Fruit cups, whole grain crackers, cookies, peanut butter, even dry cereals that are easy to eat with one’s fingers. Frosted mini wheats are good for an easy food, as well cracklin oat bran. The pieces are large enough to pick up and eat like popcorn, but they are also small enough to be easy to eat with liquids such as milk or juice.
11. Be the passenger. Don’t add the stress of driving to your trip if you have a competent driver with you who is willing to do the driving.
Most people wouldn’t dream of offering to do a bit of relief driving for the pilot on a cross country flight. And most people wouldn’t give a serious thought to taking over the bridge of a cruise ship. Do the same thing while riding in the car. If the person driving doesn’t ask for help, don’t feel all sad and upset that they don’t. Let them enjoy the drive. Enjoy the ride.
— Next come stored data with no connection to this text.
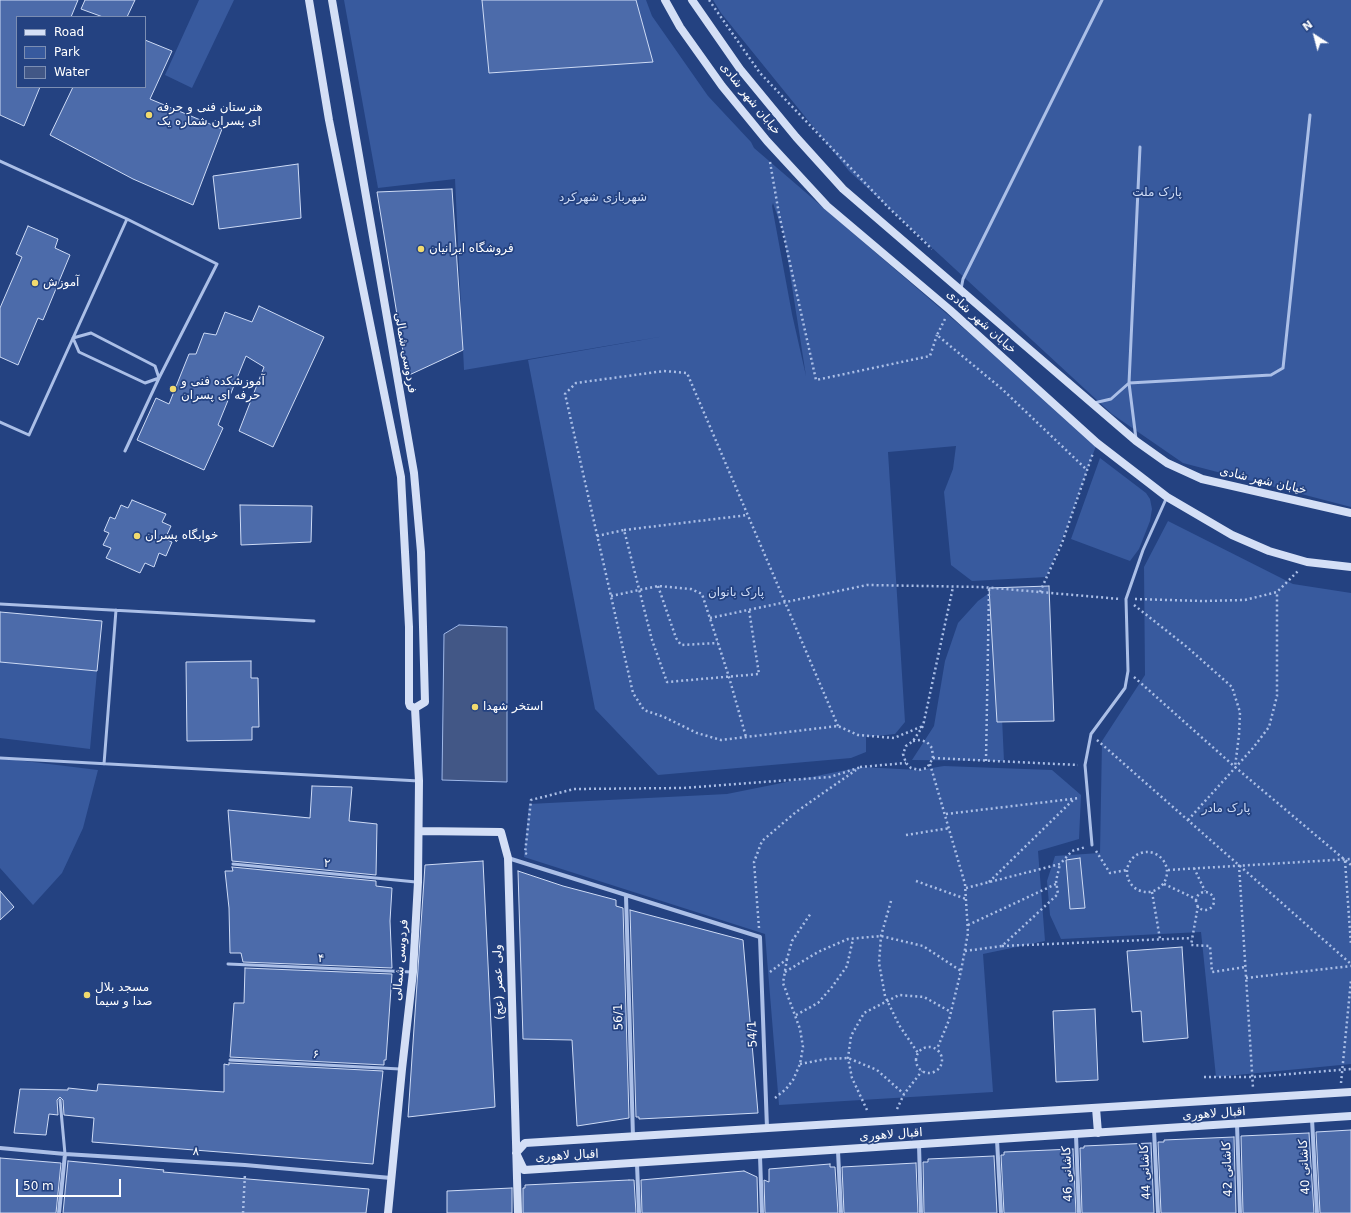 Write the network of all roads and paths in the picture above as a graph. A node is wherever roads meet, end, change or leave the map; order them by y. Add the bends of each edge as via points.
1 (309, 0) edge
2 (332, 0) edge
3 (665, 0) edge
4 (692, 0) edge
5 (709, 0) edge
6 (1102, 0) edge
7 (1310, 115) dead end
8 (767, 141) junction
9 (1140, 147) dead end
10 (0, 161) edge
11 (128, 219) junction
12 (934, 251) dead end
13 (960, 290) junction
14 (950, 310) junction
15 (937, 335) junction
16 (73, 338) junction
17 (159, 378) junction
18 (1129, 383) junction
19 (1091, 404) junction
20 (0, 422) edge
21 (1136, 441) junction
22 (1097, 443) junction
23 (125, 451) dead end
24 (1087, 470) junction
25 (1167, 497) junction
26 (1351, 513) edge
27 (748, 515) junction
28 (624, 530) junction
29 (597, 536) junction
30 (1338, 566) junction
31 (1351, 567) edge
32 (1351, 570) edge
33 (658, 586) junction
34 (989, 588) dead end
35 (639, 590) junction
36 (1040, 592) dead end
37 (1277, 592) dead end
38 (611, 596) junction
39 (1126, 599) junction
40 (785, 602) junction
41 (0, 604) edge
42 (116, 610) junction
43 (749, 610) junction
44 (710, 618) junction
45 (314, 620) dead end
46 (718, 644) junction
47 (1128, 671) junction
48 (729, 677) junction
49 (415, 708) junction
50 (838, 726) junction
51 (924, 726) junction
52 (1091, 734) junction
53 (746, 737) junction
54 (913, 741) junction
55 (0, 758) edge
56 (933, 758) junction
57 (986, 760) junction
58 (906, 763) junction
59 (104, 764) junction
60 (930, 764) junction
61 (1085, 765) junction
62 (861, 767) junction
63 (1235, 767) junction
64 (419, 781) junction
65 (1088, 797) junction
66 (1075, 799) junction
67 (946, 814) junction
68 (1188, 820) junction
69 (950, 828) junction
70 (419, 831) junction
71 (906, 835) dead end
72 (1092, 845) junction
73 (532, 856) dead end
74 (508, 858) junction
75 (1351, 859) edge
76 (1345, 860) junction
77 (233, 864) dead end
78 (1060, 864) junction
79 (1238, 865) junction
80 (1351, 866) edge
81 (1194, 868) junction
82 (1127, 870) junction
83 (1168, 870) junction
84 (916, 881) dead end
85 (418, 882) junction
86 (988, 882) junction
87 (1056, 884) junction
88 (1164, 884) junction
89 (966, 888) junction
90 (1152, 892) junction
91 (1205, 892) junction
92 (626, 896) junction
93 (966, 899) junction
94 (1196, 899) junction
95 (891, 902) dead end
96 (1198, 906) junction
97 (812, 913) dead end
98 (968, 925) junction
99 (752, 926) dead end
100 (759, 929) junction
101 (764, 930) dead end
102 (881, 936) junction
103 (760, 937) junction
104 (1192, 938) junction
105 (852, 939) junction
106 (1160, 939) junction
107 (1351, 945) edge
108 (1002, 946) junction
109 (965, 951) junction
110 (787, 960) junction
111 (228, 964) dead end
112 (1351, 965) edge
113 (768, 967) dead end
114 (1246, 967) junction
115 (961, 971) junction
116 (413, 972) junction
117 (785, 972) junction
118 (1246, 978) junction
119 (1351, 980) edge
120 (887, 1000) junction
121 (951, 1012) junction
122 (796, 1015) junction
123 (937, 1049) junction
124 (918, 1053) junction
125 (848, 1058) junction
126 (230, 1060) dead end
127 (800, 1064) junction
128 (402, 1069) junction
129 (1351, 1069) edge
130 (1342, 1070) junction
131 (922, 1071) junction
132 (1253, 1076) junction
133 (1204, 1077) dead end
134 (772, 1092) dead end
135 (1351, 1092) edge
136 (1341, 1093) junction
137 (904, 1094) junction
138 (1254, 1098) junction
139 (60, 1100) dead end
140 (1096, 1108) junction
141 (867, 1110) dead end
142 (1351, 1116) edge
143 (1312, 1119) junction
144 (890, 1121) junction
145 (1236, 1124) junction
146 (768, 1129) junction
147 (1154, 1130) junction
148 (1098, 1133) junction
149 (1076, 1135) junction
150 (633, 1138) junction
151 (997, 1140) junction
152 (919, 1145) junction
153 (0, 1148) edge
154 (838, 1151) junction
155 (516, 1153) junction
156 (65, 1154) junction
157 (760, 1156) junction
158 (637, 1164) junction
159 (245, 1165) junction
160 (391, 1178) junction
161 (59, 1213) edge
162 (243, 1213) edge
163 (388, 1213) edge
164 (518, 1213) edge
165 (639, 1213) edge
166 (762, 1213) edge
167 (841, 1213) edge
168 (921, 1213) edge
169 (1001, 1213) edge
170 (1079, 1213) edge
171 (1158, 1213) edge
172 (1240, 1213) edge
173 (1318, 1213) edge

1 - 49 main road, فردوسی شمالی via 329,120 401,477 409,627 409,703
2 - 49 main road, فردوسی شمالی via 414,473 421,552 425,702
3 - 8 main road, خیابان شهر شادی via 680,27 722,86
4 - 13 main road, خیابان شهر شادی via 740,69 843,189
5 - 12 path via 760,73 888,208
6 - 13 lane via 963,279
7 - 18 lane via 1283,368 1271,375
8 - 14 main road, خیابان شهر شادی via 827,206
8 - 15 path via 779,214 816,380 930,356
9 - 18 lane
10 - 11 lane
11 - 16 lane
11 - 17 lane via 217,264
13 - 19 main road, خیابان شهر شادی
14 - 15 path
14 - 22 main road, خیابان شهر شادی
15 - 24 path via 1002,389
16 - 17 lane via 79,352 145,383
16 - 17 lane via 91,333 155,366
16 - 20 lane via 29,435
17 - 23 lane
18 - 19 lane via 1111,399
18 - 21 lane
19 - 21 main road, خیابان شهر شادی
21 - 26 main road, خیابان شهر شادی via 1167,463 1202,479
22 - 24 path
22 - 25 main road, خیابان شهر شادی
24 - 36 path via 1062,543
25 - 30 main road, خیابان شهر شادی via 1232,535 1269,551 1307,562
25 - 39 lane via 1143,550
27 - 28 path
27 - 29 path via 687,373 664,371 598,380 576,384 565,394
27 - 40 path
28 - 29 path
28 - 35 path
29 - 38 path
30 - 31 main road, خیابان شهر شادی
30 - 32 main road
33 - 35 path
33 - 44 path via 691,589 702,594
33 - 46 path via 676,638 681,645
34 - 57 path
35 - 38 path
35 - 48 path via 652,640 667,682
37 - 63 path via 1277,696 1269,727
38 - 53 path via 634,693 644,710 697,733 721,740
39 - 47 lane
39 - 63 path via 1187,647 1232,687 1240,712
40 - 43 path
40 - 50 path
40 - 51 path via 867,586 954,587
41 - 42 lane
42 - 45 lane
42 - 59 lane
43 - 44 path
43 - 48 path via 759,674
44 - 46 path
46 - 48 path
47 - 52 lane via 1125,688
47 - 63 path
48 - 53 path
49 - 64 main road, فردوسی شمالی
50 - 51 path via 858,735 894,738
50 - 53 path
51 - 54 path
52 - 61 lane
52 - 68 path
54 - 56 path via 927,742 932,748
54 - 58 path via 906,746 903,754
55 - 59 lane
56 - 57 path
56 - 60 path
57 - 61 path
58 - 60 path via 911,768 919,770
58 - 62 path
59 - 64 lane
60 - 67 path
61 - 65 lane
62 - 73 path via 830,777 683,788 574,789 531,800 525,853
62 - 100 path via 833,784 762,841 754,862
63 - 68 path
63 - 76 path
64 - 70 main road, فردوسی شمالی
65 - 66 path
65 - 72 lane
66 - 67 path
66 - 86 path
67 - 69 path
68 - 79 path
69 - 71 path
69 - 89 path
70 - 74 main road, ولی عصر (عج) via 501,832
70 - 85 main road, فردوسی شمالی
72 - 78 path via 1072,851
72 - 82 path via 1110,872
74 - 92 street
74 - 155 main road, ولی عصر (عج)
75 - 76 path
76 - 79 path
76 - 80 path
76 - 107 path
77 - 85 lane, ۲
78 - 86 path
78 - 87 path
79 - 81 path
79 - 112 path
79 - 114 path
81 - 83 path
81 - 91 path
82 - 83 path via 1126,866 1135,854 1149,850 1162,856
82 - 90 path via 1128,880 1138,891
83 - 88 path
84 - 93 path
85 - 116 main road, فردوسی شمالی
86 - 89 path
87 - 98 path
87 - 108 path via 1058,894
88 - 90 path
88 - 94 path
89 - 93 path
90 - 106 path
91 - 94 path via 1197,895
91 - 96 path via 1212,895 1214,903 1209,910 1201,910
92 - 103 street
92 - 150 street, 56/1
93 - 98 path
94 - 96 path
95 - 102 path
96 - 104 path
97 - 110 path via 792,941
98 - 109 path
99 - 100 path
100 - 101 path
100 - 103 path
102 - 105 path
102 - 115 path via 923,946
102 - 120 path via 880,963
103 - 146 street, 54/1
104 - 106 path
104 - 114 path via 1191,945 1210,946 1212,972
105 - 117 path via 818,952
105 - 122 path via 846,966 832,987 818,1003
106 - 108 path
108 - 109 path
109 - 115 path
110 - 113 path via 768,974
110 - 117 path
111 - 116 lane, ۴
112 - 118 path
114 - 118 path
115 - 121 path
116 - 128 main road, فردوسی شمالی
117 - 122 path via 783,983
118 - 132 path
119 - 130 path
120 - 121 path via 899,995 924,997
120 - 124 path
120 - 125 path via 864,1013 851,1036
121 - 123 path
122 - 127 path via 803,1047
123 - 124 path via 923,1048
123 - 131 path via 941,1054 940,1068 928,1074
124 - 131 path via 917,1066
125 - 127 path
125 - 137 path via 877,1070
125 - 141 path via 852,1078
126 - 128 lane, ۶
127 - 134 path via 793,1080 772,1100
128 - 160 main road, فردوسی شمالی
129 - 130 path
130 - 132 path
130 - 136 path
131 - 137 path
132 - 133 path
132 - 138 path
135 - 136 main road, اقبال لاهوری
136 - 138 main road, اقبال لاهوری
137 - 144 path
138 - 140 main road, اقبال لاهوری
139 - 156 lane
140 - 144 main road, اقبال لاهوری
140 - 148 main road
142 - 143 main road, اقبال لاهوری
143 - 145 main road, اقبال لاهوری
143 - 173 street, کاشانی 40
144 - 146 main road, اقبال لاهوری
145 - 147 main road, اقبال لاهوری
145 - 172 street, کاشانی 42
146 - 150 main road, اقبال لاهوری
147 - 148 main road, اقبال لاهوری
147 - 171 street, کاشانی 44
148 - 149 main road, اقبال لاهوری
149 - 151 main road, اقبال لاهوری
149 - 170 street, کاشانی 46
150 - 155 main road, اقبال لاهوری via 525,1143
151 - 152 main road, اقبال لاهوری
151 - 169 street
152 - 154 main road, اقبال لاهوری
152 - 168 street
153 - 156 street, ۸
154 - 157 main road, اقبال لاهوری
154 - 167 street
155 - 158 main road, اقبال لاهوری via 524,1170
155 - 164 main road, ولی عصر (عج)
156 - 159 street, ۸
156 - 161 street
157 - 158 main road, اقبال لاهوری
157 - 166 street
158 - 165 street
159 - 160 street, ۸
159 - 162 path
160 - 163 main road, فردوسی شمالی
12. Try to keep as closely to your normal eating/sleeping routines as you possibly can. If you do like we did and shift it 12 hours, shift the routine as well.
13. Avoid fast food. Picking up a few easily eaten things in a grocery close to the road is so much better for your system than the convenience of a BigMac or Taco Bell. You can easily pick up the makings of a salad, some pre-cleaned and cut fresh fruit, even a bit of steamed fish fresh from the fish counter sometimes. Toss in a small baguette from the deli, a drink, and perhaps a sweet roll or slice of pound cake from the bakery, and you have a lovely meal. And for goodness sakes, don’t skip meals.
it doesn’t take that long to assemble a good healthy meal from even a small grocery if you know what you’re looking for. It certainly is quicker to put together than going through the ritual of waiting to be seated, ordering, then waiting to be served that you go through at most sit-down places.
14. If you have a gps, make sure it has as current info as it can. If not, mapquest like a mad fool before you go and take contingencies into account. If you can’t do that, get a good atlas and learn how to read it.
15. Don’t do like we did and do 700 miles a day. That can be too much driving for some drivers, and entirely too much time in a car for the passengers and any pets or service animals, when you are not feeling well.
If you must do your trip as quickly as possible and have no choice but to do very long days, balance that car time with some walk time. Try to do at least 15 minutes of time outside the vehicle every two hours. More time is even better if you can. Balance is good. Spread it out and relax.